Problem requirements
The pictures do not go in the copy. Reproduce the rest of the entries exactly.

Records from a dataset:

○ ○ ○ ○ ○ ○ ○

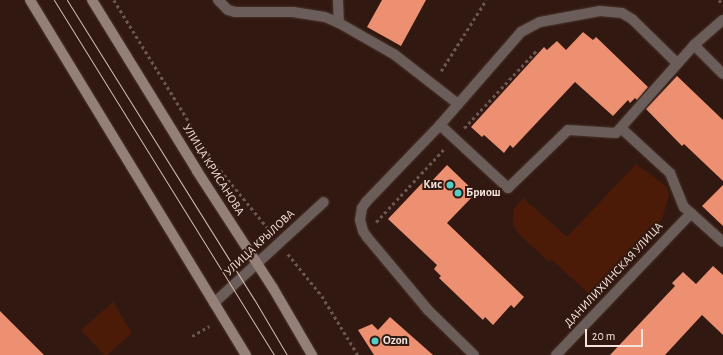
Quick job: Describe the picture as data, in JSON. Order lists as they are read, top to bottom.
{
  "streets": {
    "main road": ["УЛИЦА КРИСАНОВА"],
    "street": ["УЛИЦА КРЫЛОВА", "ДАНИЛИХИНСКАЯ УЛИЦА"]
  },
  "crossings": [
    ["УЛИЦА КРИСАНОВА", "УЛИЦА КРЫЛОВА"]
  ],
  "places": ["Кис", "Бриош", "Ozon"],
  "scale_bar": "20 m"
}
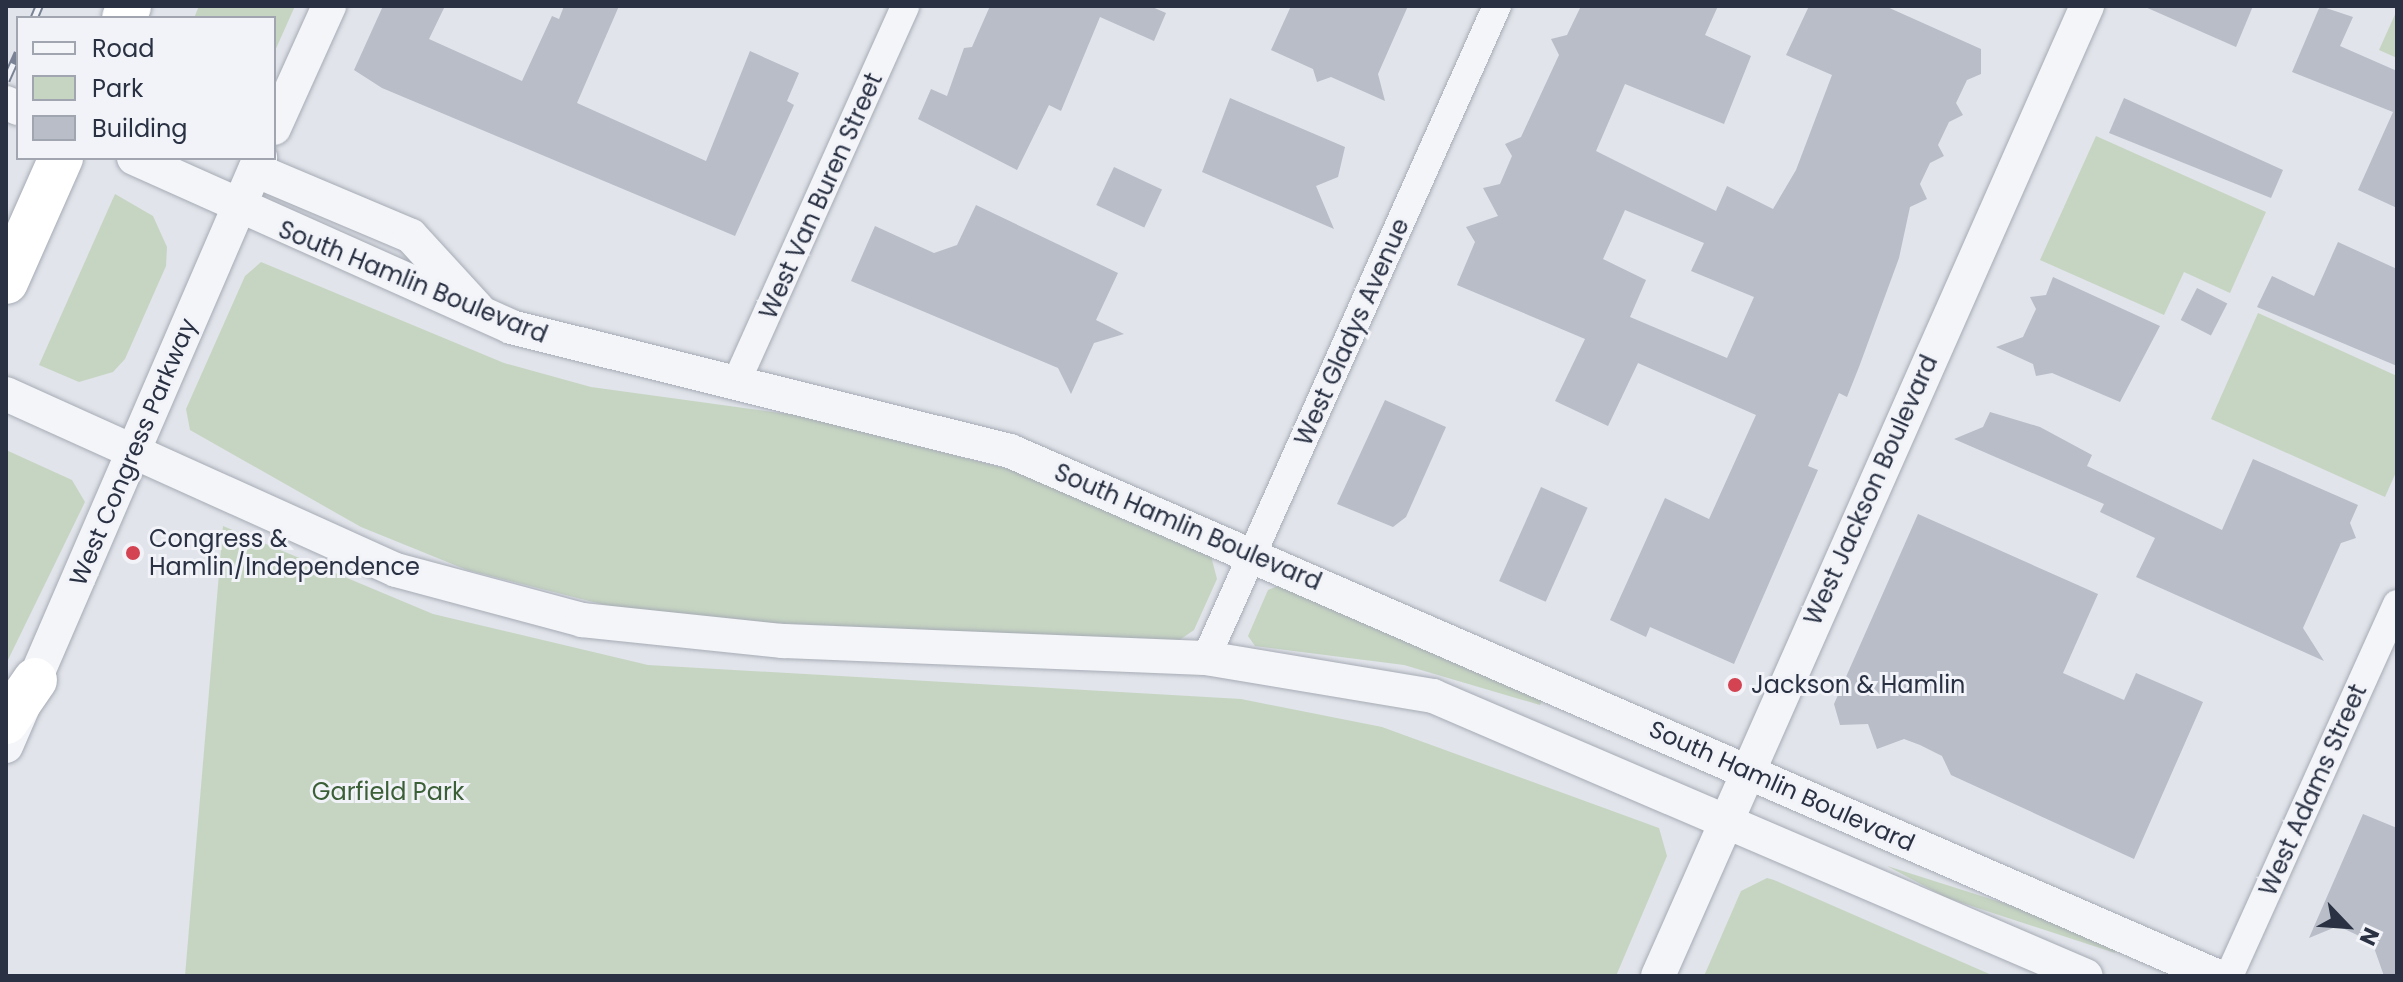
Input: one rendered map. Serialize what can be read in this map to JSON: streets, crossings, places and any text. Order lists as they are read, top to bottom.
{
  "streets": {
    "street": [
      "West Van Buren Street",
      "South Hamlin Boulevard",
      "West Gladys Avenue",
      "West Congress Parkway",
      "West Jackson Boulevard",
      "West Adams Street"
    ]
  },
  "crossings": [
    ["West Van Buren Street", "South Hamlin Boulevard"],
    ["South Hamlin Boulevard", "West Gladys Avenue"],
    ["South Hamlin Boulevard", "West Congress Parkway"],
    ["South Hamlin Boulevard", "West Jackson Boulevard"]
  ],
  "parks": ["Garfield Park"],
  "places": ["Congress & Hamlin/Independence", "Jackson & Hamlin"],
  "legend": ["Road", "Park", "Building"],
  "north": "bottom right"
}
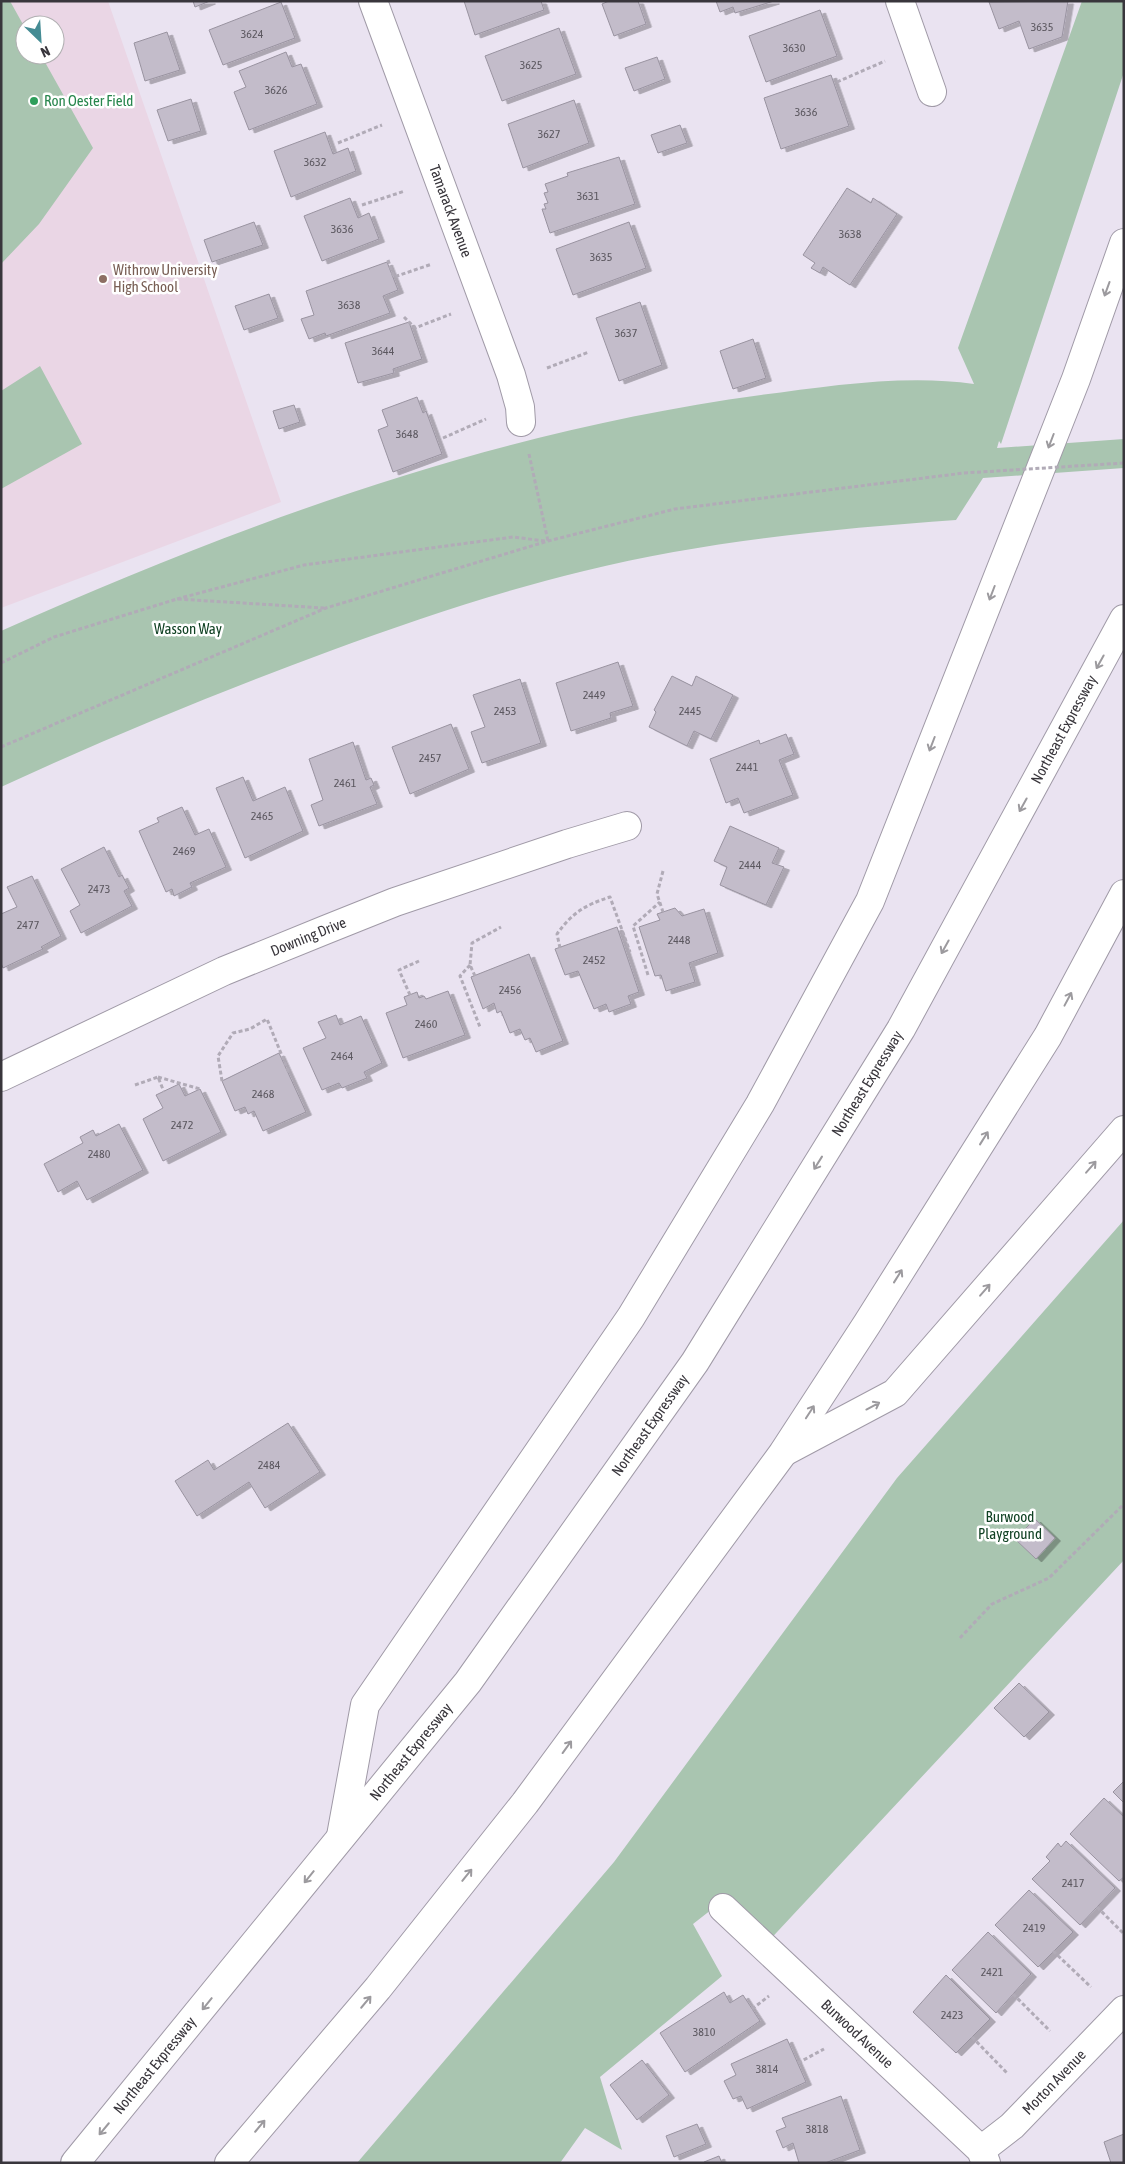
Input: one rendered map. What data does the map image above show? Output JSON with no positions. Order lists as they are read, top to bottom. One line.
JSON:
{"streets":{"main road":["Tamarack Avenue","Northeast Expressway","Downing Drive","Burwood Avenue","Morton Avenue"]},"crossings":[["Burwood Avenue","Morton Avenue"]],"parks":["Wasson Way","Burwood Playground"],"places":["Ron Oester Field","Withrow University High School"],"house_numbers":["3635","3624","3630","3625","3626","3636","3627","3632","3631","3636","3638","3635","3638","3637","3644","3648","2449","2453","2445","2457","2441","2461","2465","2469","2444","2473","2477","2448","2452","2456","2460","2464","2468","2472","2480","2484","2417","2419","2421","2423","3810","3814","3818"],"north":"bottom right"}
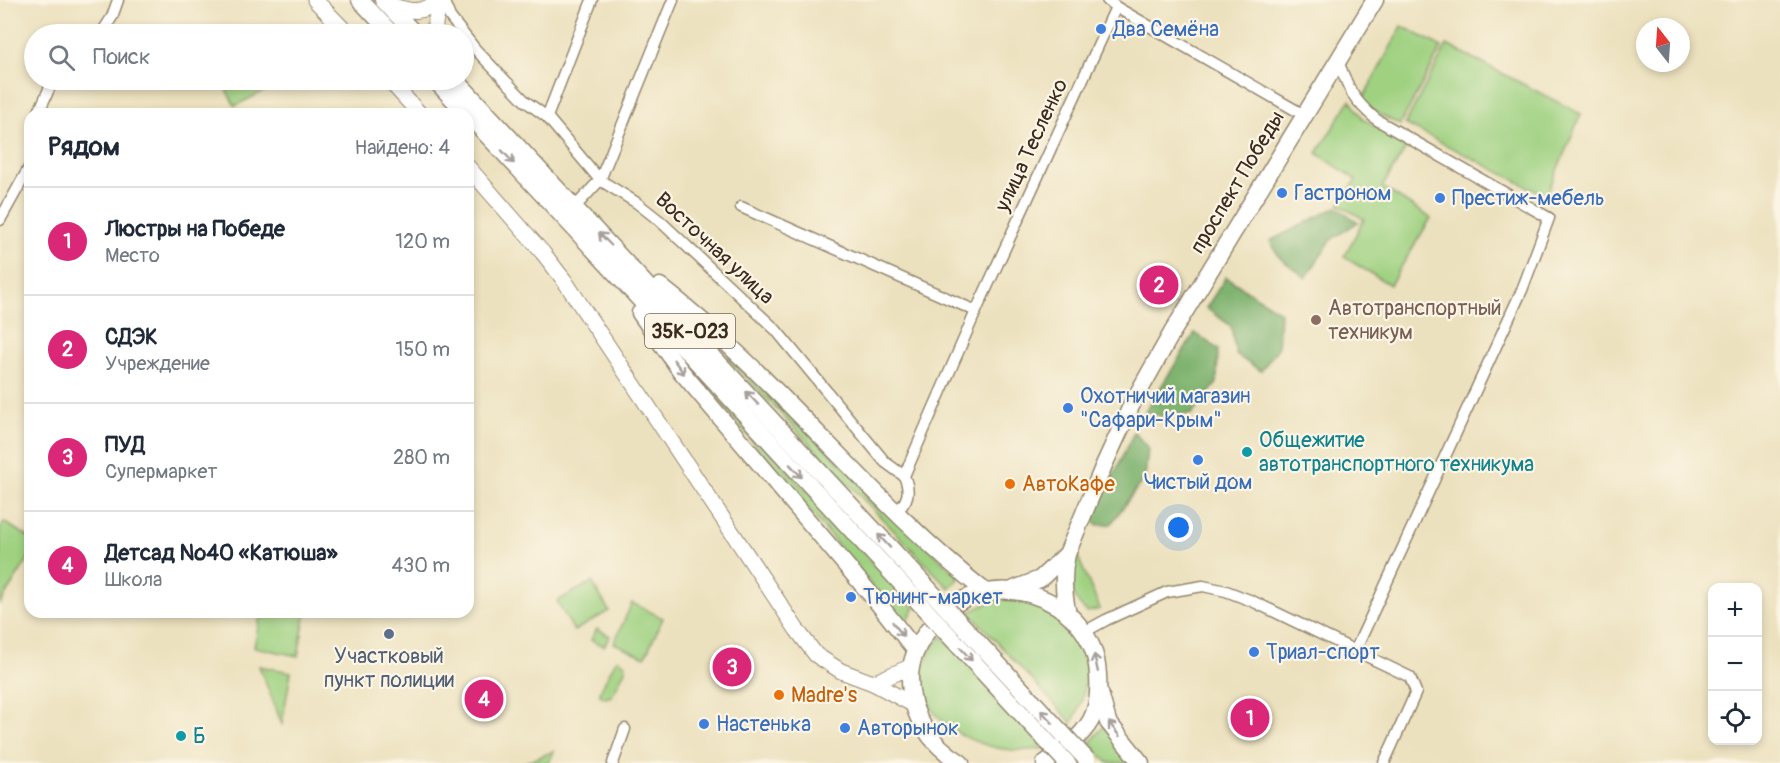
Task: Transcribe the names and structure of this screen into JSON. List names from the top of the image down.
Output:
{
  "streets": {
    "main road": ["проспект Победы", "35К-023"],
    "street": ["улица Тесленко", "Восточная улица"]
  },
  "crossings": [
    ["улица Тесленко", "Восточная улица"]
  ],
  "places": [
    "Два Семёна",
    "Гастроном",
    "Престиж-мебель",
    "Автотранспортный техникум",
    "Охотничий магазин \"Сафари-Крым\"",
    "Общежитие автотранспортного техникума",
    "Чистый дом",
    "АвтоКафе",
    "Тюнинг-маркет",
    "Участковый пункт полиции",
    "Триал-спорт",
    "Madre's",
    "Настенька",
    "Авторынок",
    "Б"
  ],
  "north": "top",
  "page": {
    "search": "Поиск",
    "heading": ["Рядом", "Найдено: 4"],
    "list": [
      {
        "mark": "1",
        "name": "Люстры на Победе",
        "note": "Место",
        "value": "120 m"
      },
      {
        "mark": "2",
        "name": "СДЭК",
        "note": "Учреждение",
        "value": "150 m"
      },
      {
        "mark": "3",
        "name": "ПУД",
        "note": "Супермаркет",
        "value": "280 m"
      },
      {
        "mark": "4",
        "name": "Детсад №40 «Катюша»",
        "note": "Школа",
        "value": "430 m"
      }
    ],
    "pins": [
      "2",
      "3",
      "4",
      "1"
    ],
    "map_buttons": ["+", "−"]
  }
}
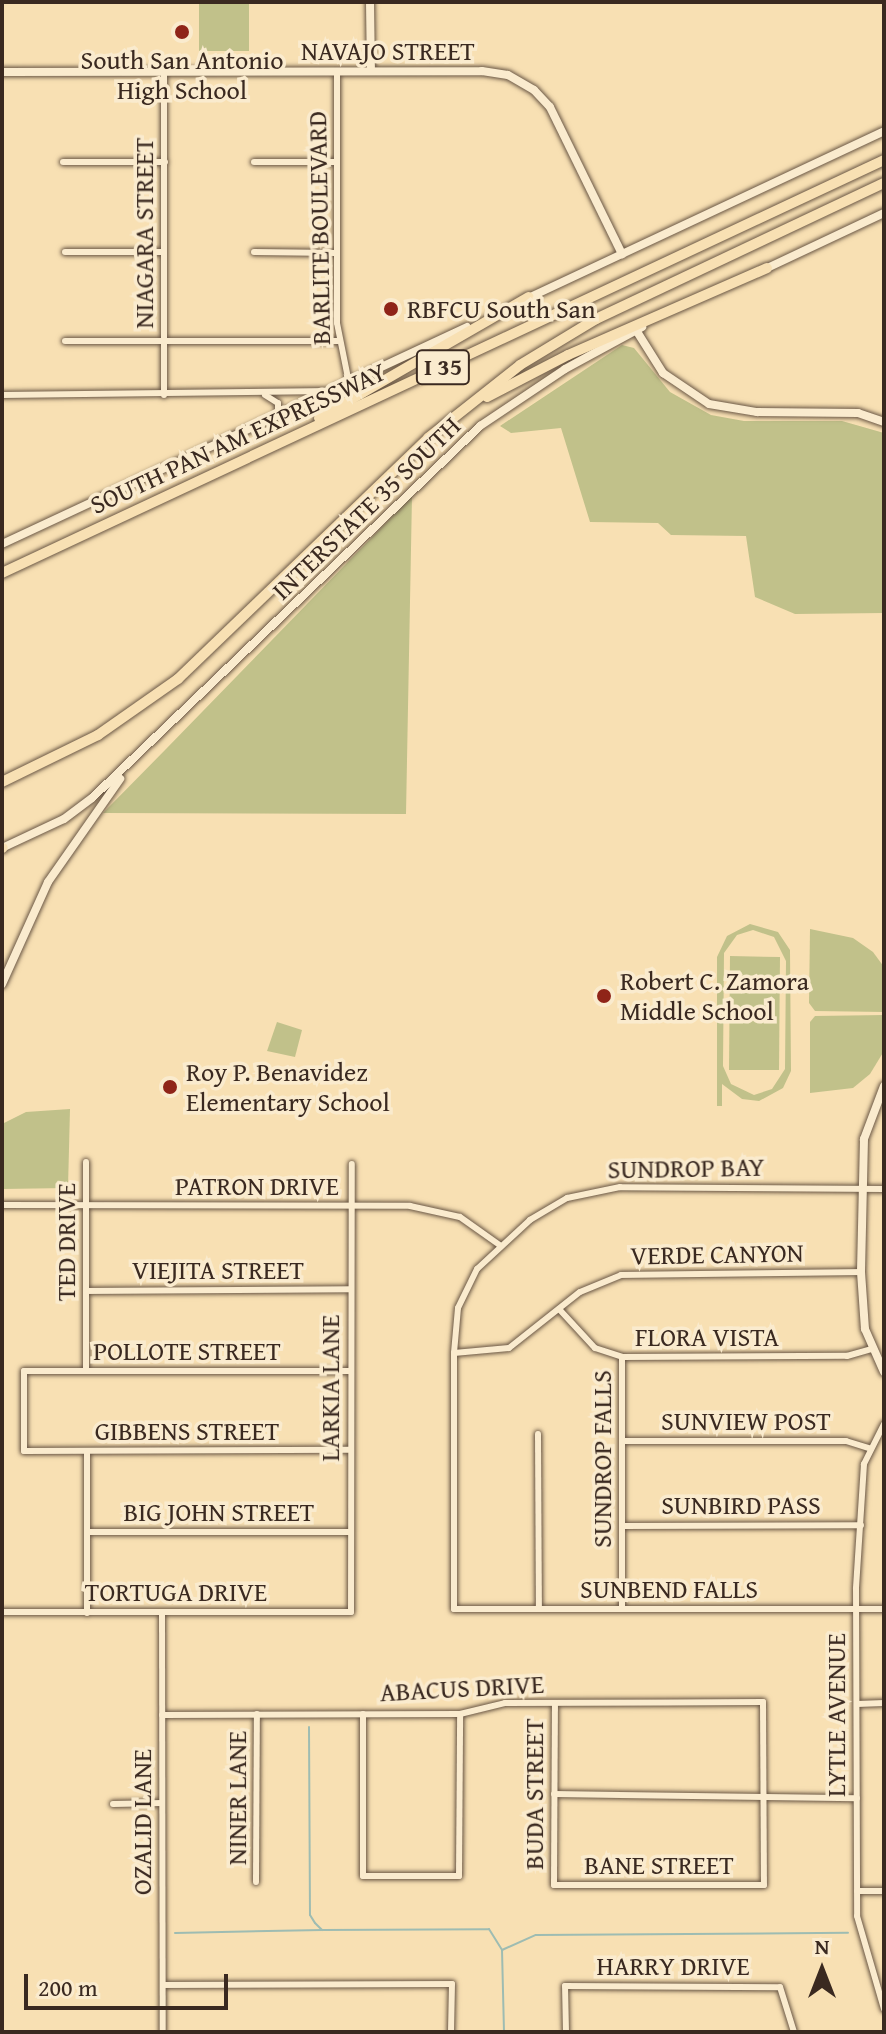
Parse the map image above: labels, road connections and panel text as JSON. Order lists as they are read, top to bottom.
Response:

○ ○ ○ ○ ○ ○ ○

Expected output
Quick job: Describe the picture as data, in JSON. Order lists as they are read, top to bottom.
{
  "streets": {
    "main road": ["УЛИЦА КРИСАНОВА"],
    "street": ["УЛИЦА КРЫЛОВА", "ДАНИЛИХИНСКАЯ УЛИЦА"]
  },
  "crossings": [
    ["УЛИЦА КРИСАНОВА", "УЛИЦА КРЫЛОВА"]
  ],
  "places": ["Кис", "Бриош", "Ozon"],
  "scale_bar": "20 m"
}
Input: one rendered map. Serialize what can be read in this map to JSON: streets, crossings, places and any text. Order lists as they are read, top to bottom.
{
  "streets": {
    "street": [
      "West Van Buren Street",
      "South Hamlin Boulevard",
      "West Gladys Avenue",
      "West Congress Parkway",
      "West Jackson Boulevard",
      "West Adams Street"
    ]
  },
  "crossings": [
    ["West Van Buren Street", "South Hamlin Boulevard"],
    ["South Hamlin Boulevard", "West Gladys Avenue"],
    ["South Hamlin Boulevard", "West Congress Parkway"],
    ["South Hamlin Boulevard", "West Jackson Boulevard"]
  ],
  "parks": ["Garfield Park"],
  "places": ["Congress & Hamlin/Independence", "Jackson & Hamlin"],
  "legend": ["Road", "Park", "Building"],
  "north": "bottom right"
}
Input: one rendered map. What data does the map image above show? Output JSON with no positions. Order lists as they are read, top to bottom. One line.
JSON:
{"streets":{"main road":["Tamarack Avenue","Northeast Expressway","Downing Drive","Burwood Avenue","Morton Avenue"]},"crossings":[["Burwood Avenue","Morton Avenue"]],"parks":["Wasson Way","Burwood Playground"],"places":["Ron Oester Field","Withrow University High School"],"house_numbers":["3635","3624","3630","3625","3626","3636","3627","3632","3631","3636","3638","3635","3638","3637","3644","3648","2449","2453","2445","2457","2441","2461","2465","2469","2444","2473","2477","2448","2452","2456","2460","2464","2468","2472","2480","2484","2417","2419","2421","2423","3810","3814","3818"],"north":"bottom right"}
Task: Transcribe the names and structure of this screen into JSON. List names from the top of the image down.
Output:
{
  "streets": {
    "main road": ["проспект Победы", "35К-023"],
    "street": ["улица Тесленко", "Восточная улица"]
  },
  "crossings": [
    ["улица Тесленко", "Восточная улица"]
  ],
  "places": [
    "Два Семёна",
    "Гастроном",
    "Престиж-мебель",
    "Автотранспортный техникум",
    "Охотничий магазин \"Сафари-Крым\"",
    "Общежитие автотранспортного техникума",
    "Чистый дом",
    "АвтоКафе",
    "Тюнинг-маркет",
    "Участковый пункт полиции",
    "Триал-спорт",
    "Madre's",
    "Настенька",
    "Авторынок",
    "Б"
  ],
  "north": "top",
  "page": {
    "search": "Поиск",
    "heading": ["Рядом", "Найдено: 4"],
    "list": [
      {
        "mark": "1",
        "name": "Люстры на Победе",
        "note": "Место",
        "value": "120 m"
      },
      {
        "mark": "2",
        "name": "СДЭК",
        "note": "Учреждение",
        "value": "150 m"
      },
      {
        "mark": "3",
        "name": "ПУД",
        "note": "Супермаркет",
        "value": "280 m"
      },
      {
        "mark": "4",
        "name": "Детсад №40 «Катюша»",
        "note": "Школа",
        "value": "430 m"
      }
    ],
    "pins": [
      "2",
      "3",
      "4",
      "1"
    ],
    "map_buttons": ["+", "−"]
  }
}
Parse the map image above: labels, road connections and panel text as JSON. Order lists as they are read, top to bottom.
Response:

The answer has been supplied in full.